09/03/2001 - 7:00
Ele é capaz de lucrar mais de 10% em apenas um dia. Nas 24 horas seguintes, perder o dobro. Vive numa gangorra eletrizante, entre ganhos exorbitantes e enormes prejuízos. Agressivo, aposta alto. Coloca em jogo valores muito acima do patrimônio. Nessa linha tênue, não pode vacilar. Afinal, César Valle Verlangieri fez um pacto com o perigo. Há dois anos, comanda as suas aplicações no nervoso mercado de derivativos de ações. Compra opções, vende índices futuros e vice-versa. Muitas vezes, faz todas essas operações com um mesmo ativo em um mesmo dia, o tão temeroso chamado sistema day-trade. ?Sinto como se tivesse uma espada apontada para as minhas costas?, diz. Entre altas e baixas, essa arriscada coreografia deu certo. Obteve rendimentos de causar inveja. Aumentou o patrimônio em 60%. Agora, Verlangieri amplia a atuação nesse cenário de risco.
Não vai colocar na gangorra de prejuízos e lucros apenas o seu dinheiro. Utilizando todas essas ferramentas financeiras, vai administrar recursos de terceiros. Por meio da corretora de valores SLW, lançou o fundo FIF SLW Volatilidade. O nome já diz tudo. Os seus clientes terão que estar preparados para os sobressaltos de perdas momentâneas. A recompensa para quem conseguir lidar com essas grandes oscilações é a possibilidade de obter rendimentos acima do índice de referência das aplicações de renda fixa. ?A meta é superar o CDI?, promete Verlangieri.
Você está disposto a lançar o seu dinheiro nesse circuito do perigo? Tolera prejuízos em curto prazo por um lucro futuro incerto? Se a resposta for afirmativa, saiba que não está sozinho nessa empreitada. É crescente o número de adeptos desse tipo de aplicação, que muitas vezes faz o investidor sentir-se como quem está bailando com o diabo. A experiência, que pode trazer o prazer das grandes conquistas ou o amargo sabor de chegar ao fundo do poço, foi durante algum tempo restrita a investidores qualificados e institucionais ? aqueles que movimentam as maiores quantias no mercado financeiro. Para atender aos novos clientes, foram lançados sete novos fundos livres e multicarteira neste ano. O patrimônio cresceu cerca de 10%, totalizando R$ 11,2 bilhões. As duas modalidades usam e abusam das ousadas ferramentas de derivativos ? mercado futuro, de opções e swap ? fazendo alavancagem. ?Com a tendência de queda de juros, a demanda por esse tipo de aplicação tende a crescer, porque vai além do CDI?, afirma Danny Rapport, diretor de asset management do Santander.

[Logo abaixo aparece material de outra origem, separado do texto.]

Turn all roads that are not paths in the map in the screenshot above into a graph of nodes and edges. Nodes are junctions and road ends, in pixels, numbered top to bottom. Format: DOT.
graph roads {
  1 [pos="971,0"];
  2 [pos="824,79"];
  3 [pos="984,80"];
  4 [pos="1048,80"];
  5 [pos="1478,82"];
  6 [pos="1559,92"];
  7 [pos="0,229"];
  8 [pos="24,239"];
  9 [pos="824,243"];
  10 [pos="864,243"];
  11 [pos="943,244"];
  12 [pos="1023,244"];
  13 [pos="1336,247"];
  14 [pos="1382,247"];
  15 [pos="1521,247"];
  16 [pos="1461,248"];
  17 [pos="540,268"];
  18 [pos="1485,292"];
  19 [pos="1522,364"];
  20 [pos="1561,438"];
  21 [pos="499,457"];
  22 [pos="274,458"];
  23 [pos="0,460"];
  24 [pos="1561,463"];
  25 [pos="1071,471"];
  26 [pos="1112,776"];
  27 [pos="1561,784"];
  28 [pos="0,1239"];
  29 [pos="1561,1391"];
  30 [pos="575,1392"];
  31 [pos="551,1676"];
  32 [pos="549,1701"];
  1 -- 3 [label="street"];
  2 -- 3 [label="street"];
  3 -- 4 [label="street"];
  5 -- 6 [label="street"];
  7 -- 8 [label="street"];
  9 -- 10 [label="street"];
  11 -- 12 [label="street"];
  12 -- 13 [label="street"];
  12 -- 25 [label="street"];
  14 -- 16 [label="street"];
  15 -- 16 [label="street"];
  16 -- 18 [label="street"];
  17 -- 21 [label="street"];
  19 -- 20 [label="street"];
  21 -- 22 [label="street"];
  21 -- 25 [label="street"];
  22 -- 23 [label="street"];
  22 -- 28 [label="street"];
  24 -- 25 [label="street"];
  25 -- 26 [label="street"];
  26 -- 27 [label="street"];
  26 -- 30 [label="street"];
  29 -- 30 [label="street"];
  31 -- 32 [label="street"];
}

Os fundos derivativos deixaram marcas traumáticas no passado, tanto no Brasil quanto no exterior. Muitos investidores brasileiros que se empolgaram na tarefa de transformar o risco em lucro se deram mal. Na maxidesvalorização do Real, os fundos dos bancos Marka, Fonte Cindam e Boa Vista quebraram. Apostaram muito além do patrimônio e foram surpreendidos pelas mudanças econômicas. No exterior, a catástrofe foi causada por fraudes. O operador inglês Nick Lesson provocou a falência do banco inglês Barings com aplicações irregulares em derivativos. Esses episódios esfriaram os ânimos em relação a essa modalidade de investimento. No entanto, a partir do segundo semestre de 2000 os fundos mais agressivos e sofisticados iniciaram um processo de recuperação.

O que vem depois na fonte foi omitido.